Tuesday, November 26, 2002, 04:33 a.m.

What is up with some people?

I know i drive a car that attracts a lot of attention, and much like other things in life, sometimes its a good thing, and other times its not. In this case, attracting the attention of a bored idiot doesn't amuse me, and reminds me how there are some things in life on which i shouldn't waste my time. I pulled up to a red light in Chicago's chinatown and the only other car at the light was a beat up pizza delivery truck. Not paying attention to anything in particular aside from waiting for the red to go green, as soon as i pulled up to the light, i heard the revving of an engine. I thought 'great, another stupid ricer wanting to race me, no thanks'. I look behind me and didn't see anyone, and then looked behind the truck in the other lane, still no one. I kept hearing the revving wondering where the hell it was coming from and then it dawned on me that the POS pizza truck was making the noise. I finally noticed the pizza guy looking in my direction and frankly, it would have been pathetically funny if it wasn't so creepy. It was a good thing i was turning right and he was going straight ahead. I think i would have lost brain cells dealing with him at all. Even if we were going the same direction, i probably wouldn't have even moved until he pulled ahead, mainly so i wouldn't have to look at him.

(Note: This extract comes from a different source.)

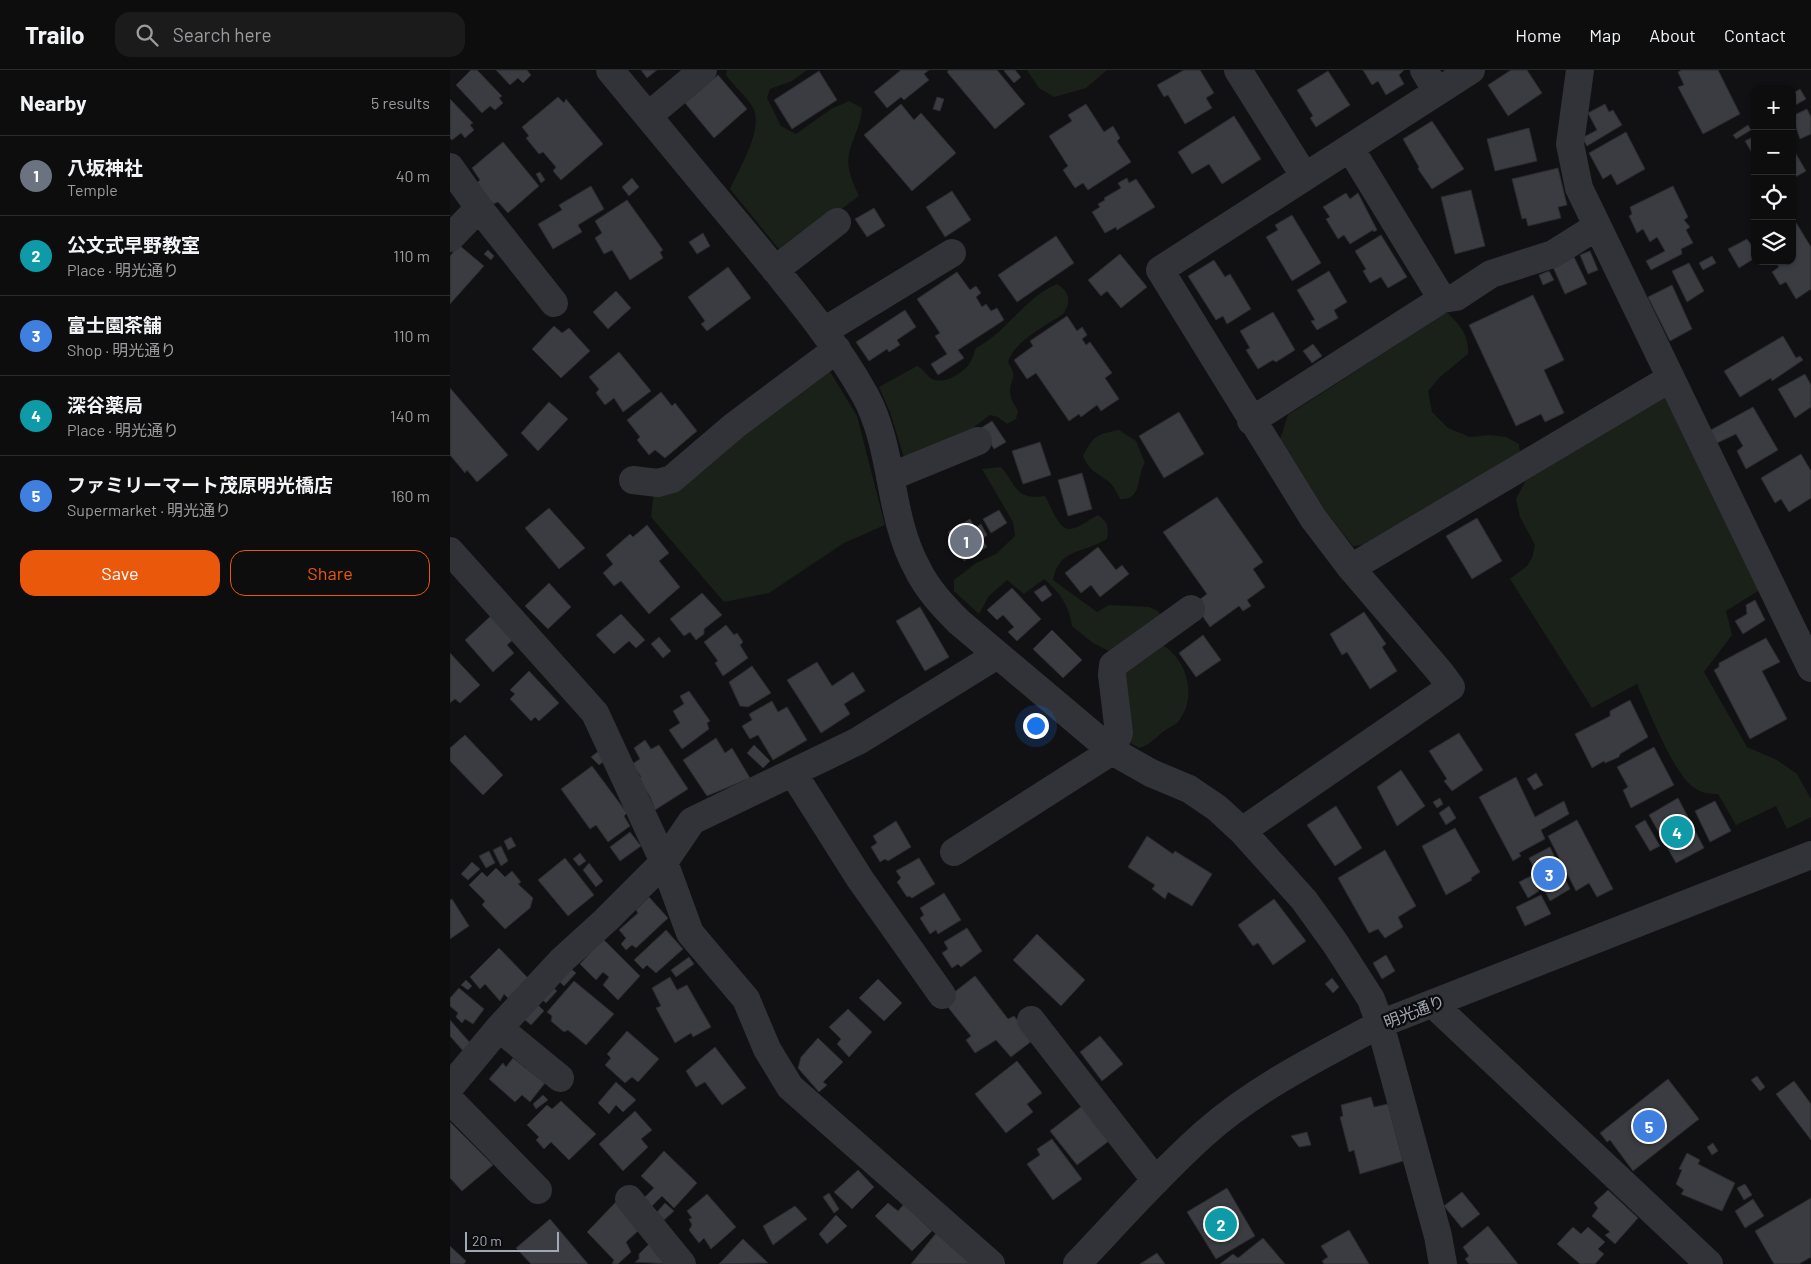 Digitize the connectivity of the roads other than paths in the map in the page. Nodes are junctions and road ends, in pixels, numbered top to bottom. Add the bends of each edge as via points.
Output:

Yeah, i may be acting snotty but i think i can choose with whom to waste my time.

[]


Sunday, November 24, 2002, 02:39 p.m.

Beware koreans bearing gifts...

While i was getting dressed today to step out, i caught the Joy Luck Club on tv and even tho i've seen the movie before, before i knew it, my ass was plopped on the sofa and i must have watched over half the movie before i could get up again. I remember we always used to make jokes about the 'asian female empowerment movie' and how it basically trashed the asian male as the most evil creature on earth. I guess i should really credit the book for that, which i've never read. Still i guess the joke still ran that a young asian male like myself wouldn't be caught dead watching the movie or worse yet, admitting he likes it. Honestly, i don't really like it all that much and found much of it to be overblown, dramatic and written in a way to push as many buttons as possible. Still i guess what got me stuck on the sofa for over an hour was the fact that it happened to push some of my buttons too.

What grabbed my attention was the third part of the movie where the one daughter who married the rich good looking white guy basically lost his love and their marriage, all because she was too eager to please, too submissive, and too ready to devalue herself and her dignity, thinking that her love for him was less than his for her. It was the constant unappreciated shower of gifts that got to me, and it made me think of someone who i have a strained relationship with even now. We haven't spoken for some time and yet i wanted to send a little thing for christmas, just to let her know that i'm around and still thinking about her from time to time, without expressing desire for reciprocation or even response. It sounds like a nice gesture, right? I guess what took me aback was this; while i think i am doing it selflessly, as an expression of pure unadulterated friendship or something, was it really that? Rather, am i making yet another desperate and undignifying attempt to grasp something thats not meant to be in my reach? Sometimes, silence, time and distance are the only things that can happen and its hard to accept that. Maybe saying and doing nothing at this point is the best thing for both of us. Its almost 3 pm now and i'm running late, i should get going. Damn tv movies...

[]


Friday, November 22, 2002, 06:49 p.m.

Living with the Sopranos...

Having really bad cabin fever this week, i'm almost relieved to be going back to work tommorow night. Yesterday i had to get out of town and drove back up to Chicago to hang out with Lee and folks to celebrate his 21st. Unfortunately we couldn't stuff drinks down his throat because he was driving, but he will get his...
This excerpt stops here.